Load Internal Node Dictionary as Text File within Plugin

How do I load a large custom dictionary into my node at runtime?

I am doing some natural language processing and I have a large Chinese dictionary that I want to load into my custom node. Here's my code:

URL urlChineseDictionary = this.getClass().getResource("../data/ChineseDictionary.txt");
try {
    URI uriChineseDictionary = urlChineseDictionary.toURI();
    File fileChineseDictionary = new File( uriChineseDictionary );
    BufferedReader fileBufferedReader = new BufferedReader(
        new InputStreamReader(
            new FileInputStream(fileChineseDictionary), "UTF8") );

    while( ( readLine = fileBufferedReader.readLine() ) != null ){
        //read the file line by line and load it into an internal data structure

While this seems to be the standard way Java reads in files, it doesn't seem to work with KNIME when the node is a plugin. The exception I get is:

"URI scheme is not file"

In fact, the URI says that it is a bundleresource (bundleresource://629.fwk551897230/com/...)
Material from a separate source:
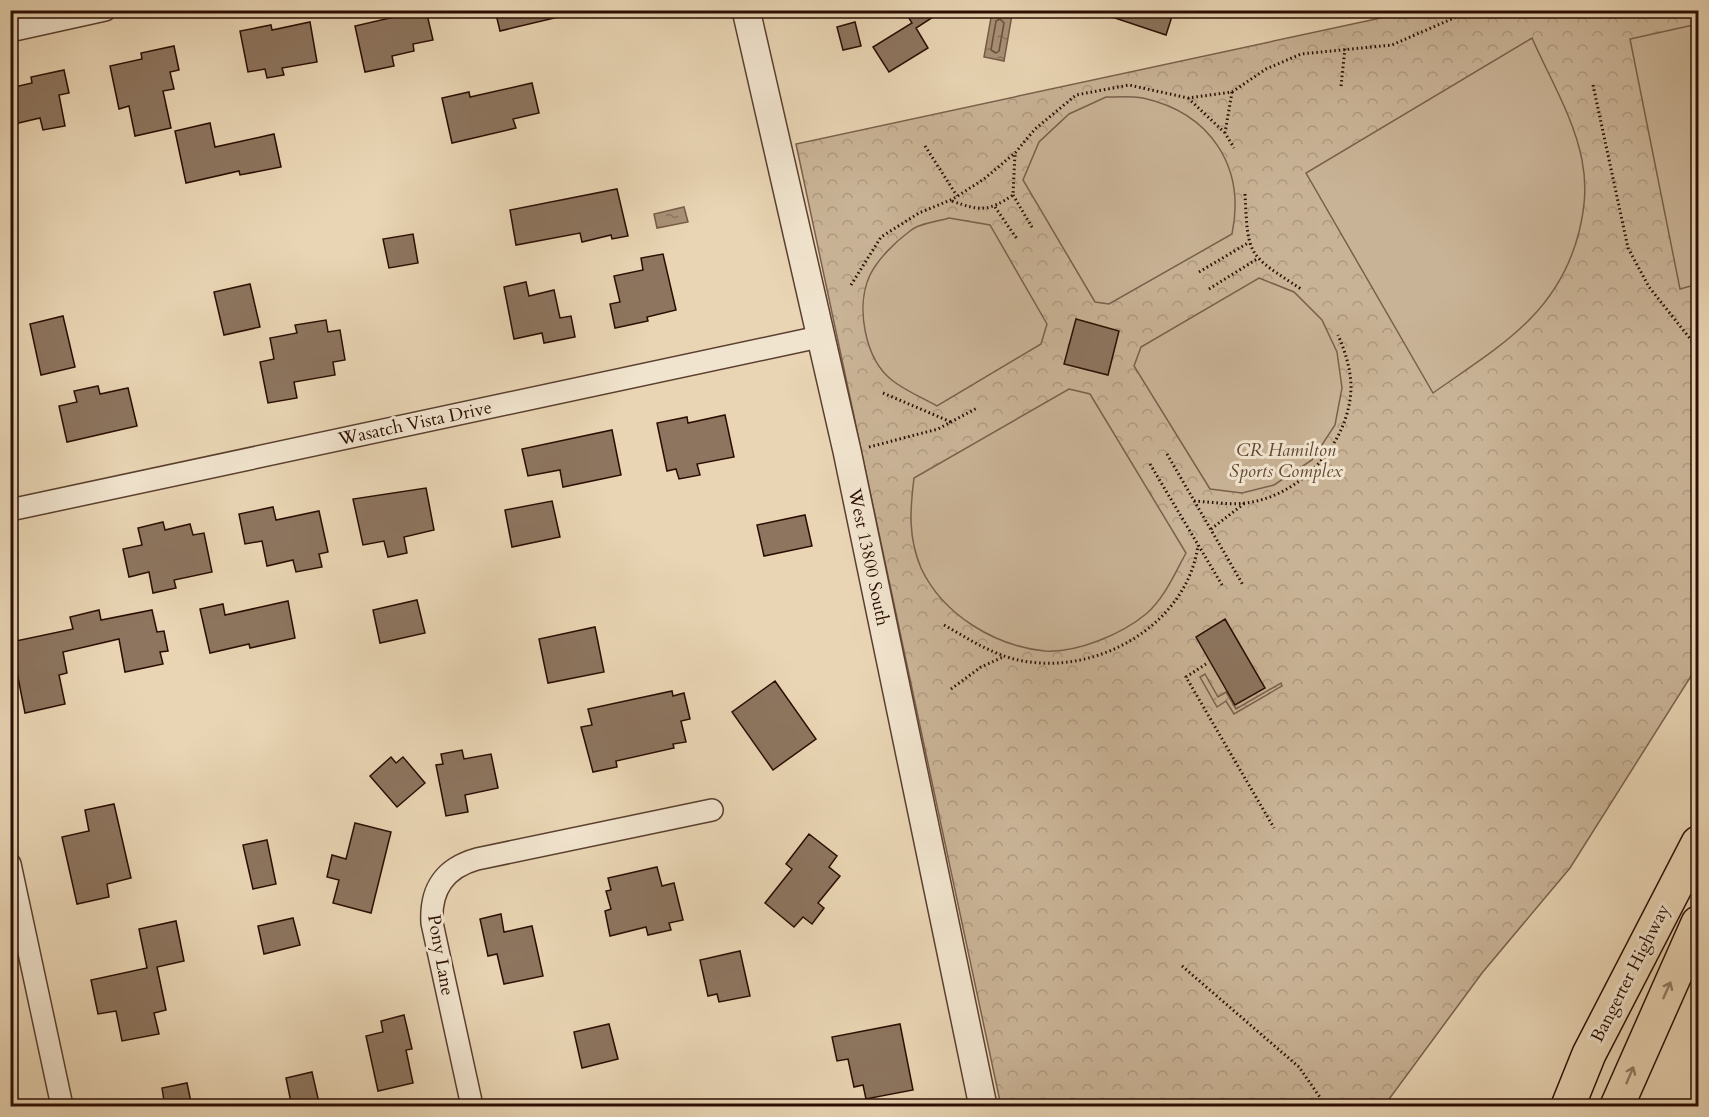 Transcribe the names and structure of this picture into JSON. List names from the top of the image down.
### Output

I found another note that says: "This is not possible using a file path, as all resources in a plugin are resolved using a bundle relative URL (and the bundle itself might be deployed as jar file, so there even isn't a normal file)".

I also found this other link (http://blog.vogella.com/2010/07/06/reading-resources-from-plugin/) that seems useful. It says:

Frequenty you want to store static files in your bundle and load them from your bundle. For this you can use the following code:

URL url;
try {
    url = new URL("platform:/plugin/de.vogella.rcp.plugin.filereader/files/test.txt");
    InputStream inputStream = url.openConnection().getInputStream();
    BufferedReader in = new BufferedReader(new InputStreamReader(inputStream));
    String inputLine;

    while ((inputLine = in.readLine()) != null) {
        System.out.println(inputLine);
    }
 
    in.close();
 
} catch (IOException e) {
    e.printStackTrace();
}

So the trick seems to be the URL right. But what is a typical URL for KNIME nodes? How do I figure out the URL that will point to my text file from within the node plugin?

 

We're usually doing something like this, to get a URL for a file within a Plugin:

​IPath path = new Path(inputPath);
URL bundleUrl = FileLocator.find(getBundle(), path, null);
if (bundleUrl == null) {
	LOGGER.debug("bundleUrl == null");
	return null;
}
URL fileUrl;
try {
	fileUrl = FileLocator.toFileURL(bundleUrl);
} catch (IOException e) {
	LOGGER.debug("could not get file url for " + bundleUrl, e);
	return null;
}
// and so on; open an InputStream or convert to a File URL (only works, when Plugin is uncompressed during installation).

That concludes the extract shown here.